## The problem:
Return each entry word for word. Leave the images out.

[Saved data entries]
○ ○ ○

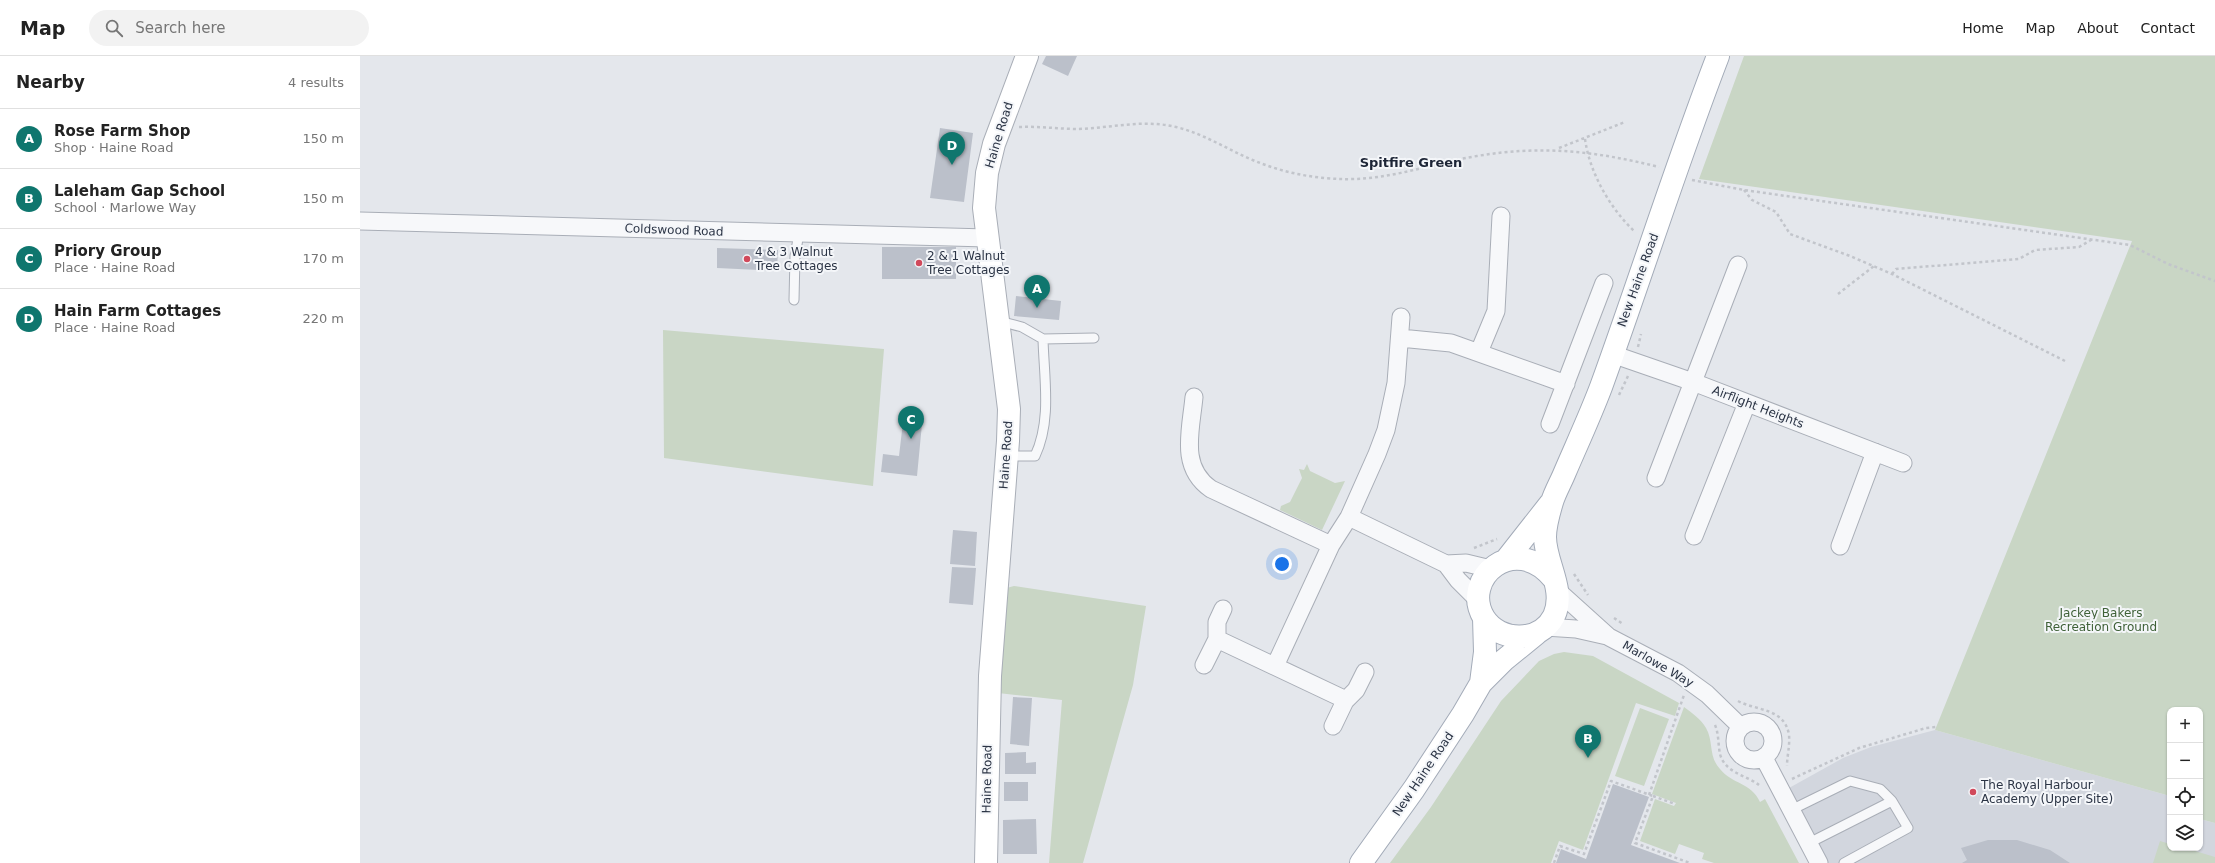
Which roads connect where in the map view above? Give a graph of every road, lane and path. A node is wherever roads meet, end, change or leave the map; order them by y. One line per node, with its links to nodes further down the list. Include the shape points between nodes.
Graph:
1 (1027, 56): 4 (main road, Haine Road)
2 (1718, 56): 30 (main road, New Haine Road)
3 (1625, 122): 5 (path)
4 (1000, 124): 6 (path, via 1078,129 1142,123 1175,127 1210,138 1254,161 1325,178 1398,175 1501,153); 15 (main road, Haine Road, via 987,173 984,208)
5 (1585, 139): 6 (path); 7 (path)
6 (1557, 149): 7 (path)
7 (1587, 152): 8 (path); 14 (path, via 1596,177 1607,196 1626,223)
8 (1664, 168)
9 (1691, 180): 10 (path)
10 (1744, 190): 16 (path); 18 (path, via 1752,200 1776,212 1790,234)
11 (1501, 216): 29 (street, via 1496,311)
12 (360, 221): 13 (street, Coldswood Road)
13 (799, 233): 15 (street, Coldswood Road); 23 (lane, via 795,256)
14 (1640, 237)
15 (987, 238): 25 (main road, Haine Road)
16 (2091, 240): 19 (path, via 2079,247 2035,250 2019,259 1896,269); 20 (path, via 2130,245 2168,264)
17 (1738, 265): 32 (street)
18 (1874, 266): 19 (path); 22 (path)
19 (1892, 274): 31 (path)
20 (2215, 281)
21 (1604, 284): 33 (street)
22 (1838, 294)
23 (794, 300)
24 (1401, 317): 27 (street)
25 (999, 321): 28 (lane, via 1022,328); 38 (main road, Haine Road, via 1009,408)
26 (1094, 338): 28 (lane)
27 (1400, 338): 29 (street, via 1451,343); 42 (street, via 1396,383 1386,430)
28 (1043, 339): 38 (lane, via 1046,419 1042,441 1035,456)
29 (1480, 352): 33 (street)
30 (1612, 354): 32 (street, Airflight Heights); 41 (main road, New Haine Road)
31 (2065, 361)
32 (1693, 382): 35 (street, Airflight Heights); 40 (street)
33 (1566, 384): 36 (street)
34 (1194, 397): 44 (street, via 1189,456 1199,479 1211,489)
35 (1747, 403): 37 (street, Airflight Heights); 43 (street)
36 (1550, 424)
37 (1875, 452): 39 (street, Airflight Heights); 45 (street)
38 (1007, 456): 73 (main road, Haine Road, via 990,676)
39 (1903, 463)
40 (1656, 478)
41 (1553, 501): 47 (main road, New Haine Road); 48 (main road, New Haine Road, via 1545,537)
42 (1349, 517): 44 (street); 46 (street)
43 (1694, 536)
44 (1331, 545): 55 (street)
45 (1840, 546)
46 (1446, 564): 47 (street); 50 (street)
47 (1498, 564): 48 (main road, via 1519,558 1533,560 1544,568); 50 (main road, New Haine Road, via 1482,583)
48 (1555, 584): 51 (main road, New Haine Road, via 1558,604 1553,617); 52 (street, Marlowe Way)
49 (1223, 609): 53 (street, via 1217,622)
50 (1481, 609): 51 (main road, via 1492,627 1502,634 1526,636); 57 (main road, New Haine Road, via 1486,652)
51 (1541, 630): 52 (street, Marlowe Way, via 1576,629); 57 (main road, New Haine Road, via 1504,660)
52 (1609, 636): 64 (street, Marlowe Way, via 1678,673 1707,694)
53 (1217, 639): 54 (street); 55 (street)
54 (1204, 666)
55 (1275, 666): 61 (street)
56 (1365, 672): 61 (street, via 1356,690)
57 (1481, 683): 74 (main road, New Haine Road, via 1414,790)
58 (1678, 690): 59 (path)
59 (1684, 693): 60 (path); 68 (path)
60 (1690, 698)
61 (1346, 700): 63 (street)
62 (1714, 724): 67 (path, via 1721,756 1726,765 1759,784 1766,793)
63 (1333, 726)
64 (1740, 727): 66 (street, via 1734,738 1740,756 1752,761); 66 (street, via 1759,722 1769,730 1772,748)
65 (1936, 728): 67 (path, via 1926,728 1859,748)
66 (1764, 758): 67 (street)
67 (1784, 783): 71 (street)
68 (1651, 796): 70 (path); 75 (path, via 1611,781 1584,854 1560,846); 76 (path, via 1635,843)
69 (1892, 801): 71 (lane, via 1880,789 1850,781); 72 (lane); 78 (lane, via 1908,828)
70 (1675, 804)
71 (1791, 810): 72 (street)
72 (1809, 843): 77 (street)
73 (986, 863)
74 (1361, 863)
75 (1554, 863)
76 (1690, 863)
77 (1819, 863)
78 (1844, 863)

○ ○ ○

## Task output:
Which roads connect where in the map view above? Give a graph of every road, lane and path. A node is wherever roads meet, end, change or leave the map; order them by y. One line per node, with its links to nodes further down the list. Include the shape points between nodes.
Graph:
1 (1027, 56): 4 (main road, Haine Road)
2 (1718, 56): 30 (main road, New Haine Road)
3 (1625, 122): 5 (path)
4 (1000, 124): 6 (path, via 1078,129 1142,123 1175,127 1210,138 1254,161 1325,178 1398,175 1501,153); 15 (main road, Haine Road, via 987,173 984,208)
5 (1585, 139): 6 (path); 7 (path)
6 (1557, 149): 7 (path)
7 (1587, 152): 8 (path); 14 (path, via 1596,177 1607,196 1626,223)
8 (1664, 168)
9 (1691, 180): 10 (path)
10 (1744, 190): 16 (path); 18 (path, via 1752,200 1776,212 1790,234)
11 (1501, 216): 29 (street, via 1496,311)
12 (360, 221): 13 (street, Coldswood Road)
13 (799, 233): 15 (street, Coldswood Road); 23 (lane, via 795,256)
14 (1640, 237)
15 (987, 238): 25 (main road, Haine Road)
16 (2091, 240): 19 (path, via 2079,247 2035,250 2019,259 1896,269); 20 (path, via 2130,245 2168,264)
17 (1738, 265): 32 (street)
18 (1874, 266): 19 (path); 22 (path)
19 (1892, 274): 31 (path)
20 (2215, 281)
21 (1604, 284): 33 (street)
22 (1838, 294)
23 (794, 300)
24 (1401, 317): 27 (street)
25 (999, 321): 28 (lane, via 1022,328); 38 (main road, Haine Road, via 1009,408)
26 (1094, 338): 28 (lane)
27 (1400, 338): 29 (street, via 1451,343); 42 (street, via 1396,383 1386,430)
28 (1043, 339): 38 (lane, via 1046,419 1042,441 1035,456)
29 (1480, 352): 33 (street)
30 (1612, 354): 32 (street, Airflight Heights); 41 (main road, New Haine Road)
31 (2065, 361)
32 (1693, 382): 35 (street, Airflight Heights); 40 (street)
33 (1566, 384): 36 (street)
34 (1194, 397): 44 (street, via 1189,456 1199,479 1211,489)
35 (1747, 403): 37 (street, Airflight Heights); 43 (street)
36 (1550, 424)
37 (1875, 452): 39 (street, Airflight Heights); 45 (street)
38 (1007, 456): 73 (main road, Haine Road, via 990,676)
39 (1903, 463)
40 (1656, 478)
41 (1553, 501): 47 (main road, New Haine Road); 48 (main road, New Haine Road, via 1545,537)
42 (1349, 517): 44 (street); 46 (street)
43 (1694, 536)
44 (1331, 545): 55 (street)
45 (1840, 546)
46 (1446, 564): 47 (street); 50 (street)
47 (1498, 564): 48 (main road, via 1519,558 1533,560 1544,568); 50 (main road, New Haine Road, via 1482,583)
48 (1555, 584): 51 (main road, New Haine Road, via 1558,604 1553,617); 52 (street, Marlowe Way)
49 (1223, 609): 53 (street, via 1217,622)
50 (1481, 609): 51 (main road, via 1492,627 1502,634 1526,636); 57 (main road, New Haine Road, via 1486,652)
51 (1541, 630): 52 (street, Marlowe Way, via 1576,629); 57 (main road, New Haine Road, via 1504,660)
52 (1609, 636): 64 (street, Marlowe Way, via 1678,673 1707,694)
53 (1217, 639): 54 (street); 55 (street)
54 (1204, 666)
55 (1275, 666): 61 (street)
56 (1365, 672): 61 (street, via 1356,690)
57 (1481, 683): 74 (main road, New Haine Road, via 1414,790)
58 (1678, 690): 59 (path)
59 (1684, 693): 60 (path); 68 (path)
60 (1690, 698)
61 (1346, 700): 63 (street)
62 (1714, 724): 67 (path, via 1721,756 1726,765 1759,784 1766,793)
63 (1333, 726)
64 (1740, 727): 66 (street, via 1734,738 1740,756 1752,761); 66 (street, via 1759,722 1769,730 1772,748)
65 (1936, 728): 67 (path, via 1926,728 1859,748)
66 (1764, 758): 67 (street)
67 (1784, 783): 71 (street)
68 (1651, 796): 70 (path); 75 (path, via 1611,781 1584,854 1560,846); 76 (path, via 1635,843)
69 (1892, 801): 71 (lane, via 1880,789 1850,781); 72 (lane); 78 (lane, via 1908,828)
70 (1675, 804)
71 (1791, 810): 72 (street)
72 (1809, 843): 77 (street)
73 (986, 863)
74 (1361, 863)
75 (1554, 863)
76 (1690, 863)
77 (1819, 863)
78 (1844, 863)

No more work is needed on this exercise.